By Iqbal Jassat – Johannesburg, South Africa
Recent changes effected within parts of South Africa’s mainstream media, may be interpreted differently by consumers. Some may use the glass of water test and come to contrasting positions: half full or half empty.
This after all is the nature of the media beast. It’s newsroom and editorial desks either reflects the demographics of this country’s diverse population, or not, or at best attempts to inject changes urged by demands of transformation.
Any independent observer will in any event be able to confirm that the dynamics of change, especially in a country which was fed an apartheid-laden diet, will remain in a flux. Nowhere is this more apparent than in the battle playing out in the courts and the corridors of power within the SABC.
Though its a far cry from the time when the Human Rights Commission (HRC) investigated racism in the media, it could be argued that the resistance to change by the then white-controlled conservative media, has had an adverse effect.
For instance if willingness to transform media had been embraced by accepting and enforcing the recommendations made by the HRC, we would have seen less tensions today.
If media is understood to function as a purveyor of news and information, it’s heartbeat will always remain content and how its coloured. South Africa after all remains trapped in racism. Packaging of content will always remain contentious no matter how hard journalists try to be balanced and objective.
The case of Palestine is instructive, for it relates to our own historic struggle against apartheid. The expectation by Israel’s lobby in South Africa that media will retain its disgraced previous habit of suppressing critique of settler-colonial practices is a fanciful misplaced hope.
Just as Eurocentric content has justifiably receded, so too has the era of uncritical acceptance of Israel’s policies. Yet if we lend an ear to media practitioners, the lobby’s demand seems to be precisely this: lay off Israel or face our wrath!
Content is driven by news-worthiness. Its colour may not be aesthetically pleasing to the lobby, but does it mean that media’s independence to report and comment be held to ransom? Censorship, which was a hallmark of apartheid, is, alongside robust investigative reporting, a key element in the transformation campaign.
Freedom of the media is subject to limits as embodied in the constitution. Not the arbitrary decisions by media owners to suppress information as dictated to by commercial interests. That pro-Israel pressure groups enjoy support from corporate giants, allows them enormous financial leverage to influence content.
If people are freaked out by the drama playing out at SABC, surely they ought to be equally outraged by the disproportionate power wielded by Israel’s fan club. Both remain impediments in the ongoing struggle to free media from abuse of power.
Investigative reports have in contrast to censorship, laid bare the extent of corruption and maladministration in the public sector. The vigor whereby probes are conducted to expose the rot that has beset government circles, best describes the ability by media to function independently.
But why not the same determination to go after thugs operating in the private sector? Do corporate captains enjoy a degree of immunity? If so is it due to the leverage they possess in terms of adspend?

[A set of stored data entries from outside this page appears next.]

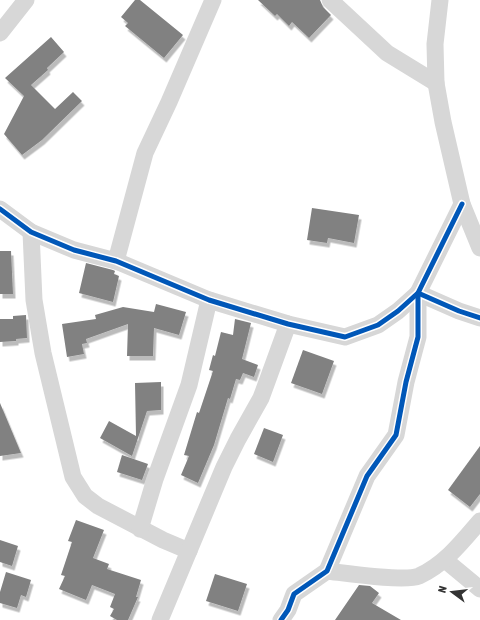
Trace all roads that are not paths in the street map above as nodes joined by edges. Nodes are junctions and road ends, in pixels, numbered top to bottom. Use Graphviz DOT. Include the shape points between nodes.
graph roads {
  1 [pos="26,0"];
  2 [pos="213,0"];
  3 [pos="330,0"];
  4 [pos="440,0"];
  5 [pos="0,33"];
  6 [pos="436,83"];
  7 [pos="462,204"];
  8 [pos="0,210"];
  9 [pos="31,232"];
  10 [pos="480,248"];
  11 [pos="116,261"];
  12 [pos="418,293"];
  13 [pos="209,300"];
  14 [pos="480,318"];
  15 [pos="288,324"];
  16 [pos="480,521"];
  17 [pos="140,529"];
  18 [pos="189,551"];
  19 [pos="445,560"];
  20 [pos="328,571"];
  21 [pos="480,589"];
  22 [pos="160,620"];
  23 [pos="282,620"];
  1 -- 5 [label="street"];
  2 -- 11 [label="street" via="145,153"];
  3 -- 6 [label="street" via="387,53"];
  4 -- 6 [label="street" via="435,44"];
  6 -- 7 [label="street"];
  7 -- 10 [label="street"];
  7 -- 12 [label="street"];
  8 -- 9 [label="street"];
  9 -- 11 [label="street" via="74,250"];
  9 -- 17 [label="street" via="34,300 43,353 73,477 84,496"];
  11 -- 13 [label="street"];
  12 -- 14 [label="street"];
  12 -- 15 [label="street" via="378,325 345,337"];
  12 -- 20 [label="street" via="418,337 396,435 367,476"];
  13 -- 15 [label="street"];
  13 -- 17 [label="street" via="189,385"];
  15 -- 18 [label="street" via="261,398 224,467"];
  16 -- 19 [label="street"];
  17 -- 18 [label="street"];
  18 -- 22 [label="street"];
  19 -- 20 [label="street" via="418,577 393,578"];
  19 -- 21 [label="street"];
  20 -- 23 [label="street" via="294,594"];
}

Consumers may not be privy to boardroom antics and decisions which impact on journalists’ ability to report without fear. But they certainly are able to read between the lines.
Paradoxes apart, the twist and turns in mainstream media’s landscape cannot be divorced from the power of social media. It has a special utility in addition to empowering ordinary people to share as well as access information. Though hoax sites proliferate and seek to confuse or distort, similar patterns by individual journalists allied to faceless intelligence agencies, do function within mainstream media.
As in the case of Palestine where Israel’s hasbara agents act as pressure groups, so too in the case of Islamophobia, where so-called “terror experts” have abused media space to ferment anti-Muslim hate. They have twinned by converging their interests to roll back advances made thus far by protagonists of media freedom.
For South Africa and the West in general, the ultimate barometer to gauge how free media is, will be the question of Palestine.
– Iqbal Jassat is an executive at the Media Review Network in Johannesburg, South Africa. He contributed this article to PalestineChronicle.com.